Lui aveva un aspetto curato, un fisico asciutto e due mele sode che erano la fine del mondo: tanti anni di sport ne avevano scolpito il corpo.

Possedeva garbo, raffinatezza e una semplicità innata come quando, tolti i vestiti da lavoro e indossato un grembiule da cucina, si metteva a preparare la verdura per la cottura. Sfilava ogni gambo in maniera metodica, quieta, dividendo le erbe in tre recipienti che corrispondevano alla tre cotture successive.

Lei non aveva messo via quei ricordi però ora non interferivano più, o quasi, con il delicato meccanismo dell’esistenza quotidiana.

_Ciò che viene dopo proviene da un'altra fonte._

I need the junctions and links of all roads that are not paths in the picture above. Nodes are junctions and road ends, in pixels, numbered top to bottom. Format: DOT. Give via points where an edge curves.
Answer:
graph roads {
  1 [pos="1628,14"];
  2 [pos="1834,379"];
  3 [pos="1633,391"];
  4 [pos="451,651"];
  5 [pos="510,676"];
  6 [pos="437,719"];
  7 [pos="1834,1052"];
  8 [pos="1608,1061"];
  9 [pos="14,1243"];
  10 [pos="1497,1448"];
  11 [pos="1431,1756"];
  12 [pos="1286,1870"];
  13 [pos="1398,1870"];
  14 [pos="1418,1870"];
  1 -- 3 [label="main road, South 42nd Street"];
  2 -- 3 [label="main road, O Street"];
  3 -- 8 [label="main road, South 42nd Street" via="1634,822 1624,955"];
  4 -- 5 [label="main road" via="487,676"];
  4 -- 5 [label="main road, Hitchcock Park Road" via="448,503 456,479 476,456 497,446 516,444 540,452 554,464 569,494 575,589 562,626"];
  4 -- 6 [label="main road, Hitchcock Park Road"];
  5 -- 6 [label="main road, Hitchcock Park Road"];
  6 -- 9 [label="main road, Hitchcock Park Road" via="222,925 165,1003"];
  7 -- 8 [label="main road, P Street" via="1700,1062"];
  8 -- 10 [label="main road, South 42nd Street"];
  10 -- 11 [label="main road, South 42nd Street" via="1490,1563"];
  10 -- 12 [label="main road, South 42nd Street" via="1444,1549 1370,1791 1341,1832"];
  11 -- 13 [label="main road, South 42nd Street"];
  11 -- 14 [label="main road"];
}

Purtroppo però l’isolamento emotivo faceva capolino in continuazione come un tarlo che rodeva senza sosta.

E allora le bizzarrie diventavano un’alternativa radicale alla solitudine.

Era come se intorno a lei ci fosse una grande orchestra inanimata formata da scatole, barattoli, gomitoli, forbici, coltelli, orologi, campanelli, fil di ferro, corde, carta vetrata, chiodi, martelli, sacchetti, lana, cuscini, coperchi, stoffe, colori, pennelli, palle, … in attesa di qualcuno, un direttore, che desse il via ad una sinfonia.

Una sinfonia sgangherata, distrutta, disordinata, una musica per erinni spettinate che danzano senza sosta.

Nessuno le guarda, nessuno le vuole: spaventano ed intimoriscono.

Ma loro, come le faraone, ripetono il loro verso senza sosta.